- _Exercise objective_
Return every line of the data below exactly, but do not include the images.

- _Supplied records_
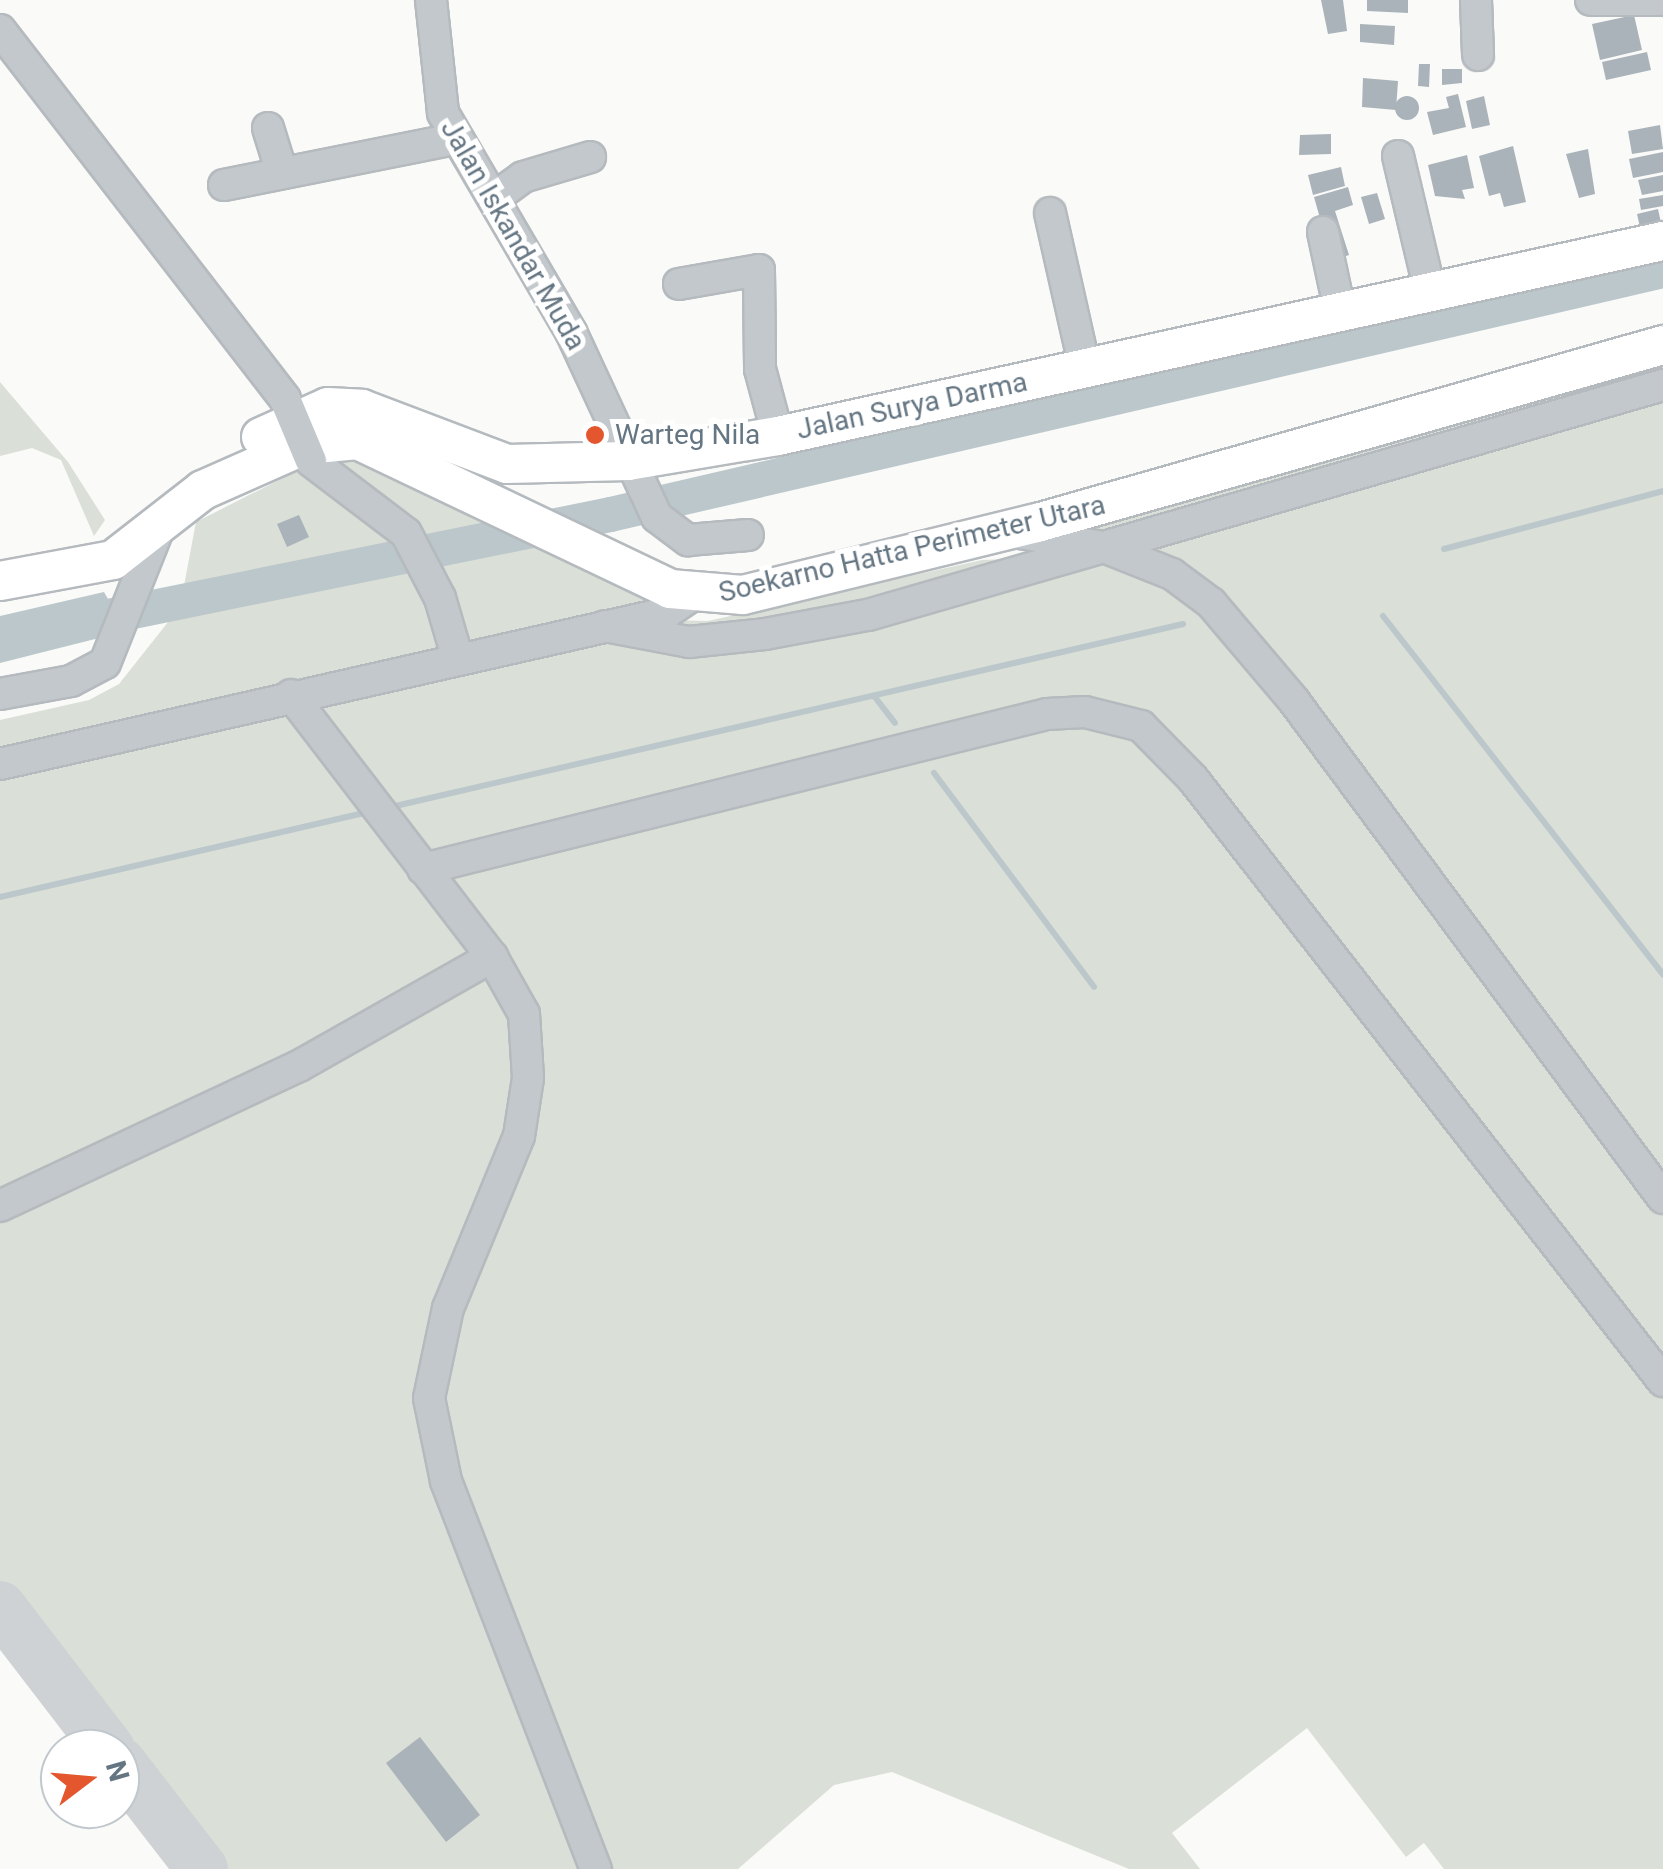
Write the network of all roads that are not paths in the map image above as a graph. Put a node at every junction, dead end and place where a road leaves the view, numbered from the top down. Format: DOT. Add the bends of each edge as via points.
graph roads {
  1 [pos="432,0"];
  2 [pos="1476,0"];
  3 [pos="1592,0"];
  4 [pos="1663,0"];
  5 [pos="0,30"];
  6 [pos="1478,56"];
  7 [pos="268,128"];
  8 [pos="454,139"];
  9 [pos="590,156"];
  10 [pos="1398,156"];
  11 [pos="282,173"];
  12 [pos="224,185"];
  13 [pos="497,196"];
  14 [pos="1050,213"];
  15 [pos="1322,232"];
  16 [pos="1663,241"];
  17 [pos="680,284"];
  18 [pos="1430,291"];
  19 [pos="1340,311"];
  20 [pos="1663,344"];
  21 [pos="1085,368"];
  22 [pos="1663,385"];
  23 [pos="778,436"];
  24 [pos="635,474"];
  25 [pos="162,522"];
  26 [pos="1007,531"];
  27 [pos="748,535"];
  28 [pos="1104,548"];
  29 [pos="89,564"];
  30 [pos="0,582"];
  31 [pos="691,596"];
  32 [pos="0,603"];
  33 [pos="605,626"];
  34 [pos="457,656"];
  35 [pos="0,694"];
  36 [pos="291,695"];
  37 [pos="0,764"];
  38 [pos="423,869"];
  39 [pos="492,957"];
  40 [pos="1663,1198"];
  41 [pos="0,1206"];
  42 [pos="1663,1381"];
  43 [pos="596,1869"];
  1 -- 8 [label="street, Jalan Iskandar Muda" via="431,50"];
  2 -- 6 [label="street"];
  3 -- 4 [label="street"];
  5 -- 34 [label="street, bridge" via="285,399 311,461 406,533"];
  7 -- 11 [label="street"];
  8 -- 11 [label="street"];
  8 -- 13 [label="street, Jalan Iskandar Muda"];
  9 -- 13 [label="street" via="523,177"];
  10 -- 18 [label="street"];
  11 -- 12 [label="street"];
  13 -- 24 [label="street, Jalan Iskandar Muda" via="571,332"];
  14 -- 21 [label="street"];
  15 -- 19 [label="street"];
  16 -- 18 [label="main road, Jalan Surya Darma"];
  17 -- 23 [label="street" via="758,270 760,369"];
  18 -- 19 [label="main road, Jalan Surya Darma"];
  19 -- 21 [label="main road, Jalan Surya Darma"];
  20 -- 26 [label="main road, Soekarno Hatta Perimeter Utara"];
  21 -- 23 [label="main road, Jalan Surya Darma"];
  22 -- 28 [label="street"];
  23 -- 24 [label="main road, Jalan Surya Darma"];
  24 -- 27 [label="street, Jalan Iskandar Muda" via="656,516 688,540"];
  24 -- 29 [label="main road, Jalan Surya Darma" via="507,464 362,410 328,408 221,458"];
  25 -- 29 [label="main road, Soekarno Hatta Perimeter Utara" via="123,556"];
  25 -- 31 [label="main road, Soekarno Hatta Perimeter Utara" via="202,490 332,440 377,446"];
  25 -- 35 [label="street" via="105,663 70,681"];
  26 -- 28 [label="street"];
  26 -- 31 [label="main road, Soekarno Hatta Perimeter Utara" via="742,595"];
  28 -- 33 [label="street" via="868,616 765,634 688,642"];
  28 -- 40 [label="street" via="1172,574 1248,644"];
  29 -- 30 [label="main road, Jalan Surya Darma"];
  29 -- 32 [label="main road, Jalan Surya Darma" via="64,588"];
  31 -- 33 [label="street" via="666,614"];
  33 -- 34 [label="street"];
  34 -- 36 [label="street"];
  36 -- 37 [label="street"];
  36 -- 38 [label="street"];
  38 -- 39 [label="street"];
  38 -- 42 [label="street" via="1047,714 1085,712 1141,726 1194,779"];
  39 -- 41 [label="street" via="300,1066"];
  39 -- 43 [label="street" via="524,1014 528,1078 519,1136 432,1359 429,1398 446,1482"];
}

- _Your response_
Write the network of all roads that are not paths in the map image above as a graph. Put a node at every junction, dead end and place where a road leaves the view, numbered from the top down. Format: DOT. Add the bends of each edge as via points.
graph roads {
  1 [pos="432,0"];
  2 [pos="1476,0"];
  3 [pos="1592,0"];
  4 [pos="1663,0"];
  5 [pos="0,30"];
  6 [pos="1478,56"];
  7 [pos="268,128"];
  8 [pos="454,139"];
  9 [pos="590,156"];
  10 [pos="1398,156"];
  11 [pos="282,173"];
  12 [pos="224,185"];
  13 [pos="497,196"];
  14 [pos="1050,213"];
  15 [pos="1322,232"];
  16 [pos="1663,241"];
  17 [pos="680,284"];
  18 [pos="1430,291"];
  19 [pos="1340,311"];
  20 [pos="1663,344"];
  21 [pos="1085,368"];
  22 [pos="1663,385"];
  23 [pos="778,436"];
  24 [pos="635,474"];
  25 [pos="162,522"];
  26 [pos="1007,531"];
  27 [pos="748,535"];
  28 [pos="1104,548"];
  29 [pos="89,564"];
  30 [pos="0,582"];
  31 [pos="691,596"];
  32 [pos="0,603"];
  33 [pos="605,626"];
  34 [pos="457,656"];
  35 [pos="0,694"];
  36 [pos="291,695"];
  37 [pos="0,764"];
  38 [pos="423,869"];
  39 [pos="492,957"];
  40 [pos="1663,1198"];
  41 [pos="0,1206"];
  42 [pos="1663,1381"];
  43 [pos="596,1869"];
  1 -- 8 [label="street, Jalan Iskandar Muda" via="431,50"];
  2 -- 6 [label="street"];
  3 -- 4 [label="street"];
  5 -- 34 [label="street, bridge" via="285,399 311,461 406,533"];
  7 -- 11 [label="street"];
  8 -- 11 [label="street"];
  8 -- 13 [label="street, Jalan Iskandar Muda"];
  9 -- 13 [label="street" via="523,177"];
  10 -- 18 [label="street"];
  11 -- 12 [label="street"];
  13 -- 24 [label="street, Jalan Iskandar Muda" via="571,332"];
  14 -- 21 [label="street"];
  15 -- 19 [label="street"];
  16 -- 18 [label="main road, Jalan Surya Darma"];
  17 -- 23 [label="street" via="758,270 760,369"];
  18 -- 19 [label="main road, Jalan Surya Darma"];
  19 -- 21 [label="main road, Jalan Surya Darma"];
  20 -- 26 [label="main road, Soekarno Hatta Perimeter Utara"];
  21 -- 23 [label="main road, Jalan Surya Darma"];
  22 -- 28 [label="street"];
  23 -- 24 [label="main road, Jalan Surya Darma"];
  24 -- 27 [label="street, Jalan Iskandar Muda" via="656,516 688,540"];
  24 -- 29 [label="main road, Jalan Surya Darma" via="507,464 362,410 328,408 221,458"];
  25 -- 29 [label="main road, Soekarno Hatta Perimeter Utara" via="123,556"];
  25 -- 31 [label="main road, Soekarno Hatta Perimeter Utara" via="202,490 332,440 377,446"];
  25 -- 35 [label="street" via="105,663 70,681"];
  26 -- 28 [label="street"];
  26 -- 31 [label="main road, Soekarno Hatta Perimeter Utara" via="742,595"];
  28 -- 33 [label="street" via="868,616 765,634 688,642"];
  28 -- 40 [label="street" via="1172,574 1248,644"];
  29 -- 30 [label="main road, Jalan Surya Darma"];
  29 -- 32 [label="main road, Jalan Surya Darma" via="64,588"];
  31 -- 33 [label="street" via="666,614"];
  33 -- 34 [label="street"];
  34 -- 36 [label="street"];
  36 -- 37 [label="street"];
  36 -- 38 [label="street"];
  38 -- 39 [label="street"];
  38 -- 42 [label="street" via="1047,714 1085,712 1141,726 1194,779"];
  39 -- 41 [label="street" via="300,1066"];
  39 -- 43 [label="street" via="524,1014 528,1078 519,1136 432,1359 429,1398 446,1482"];
}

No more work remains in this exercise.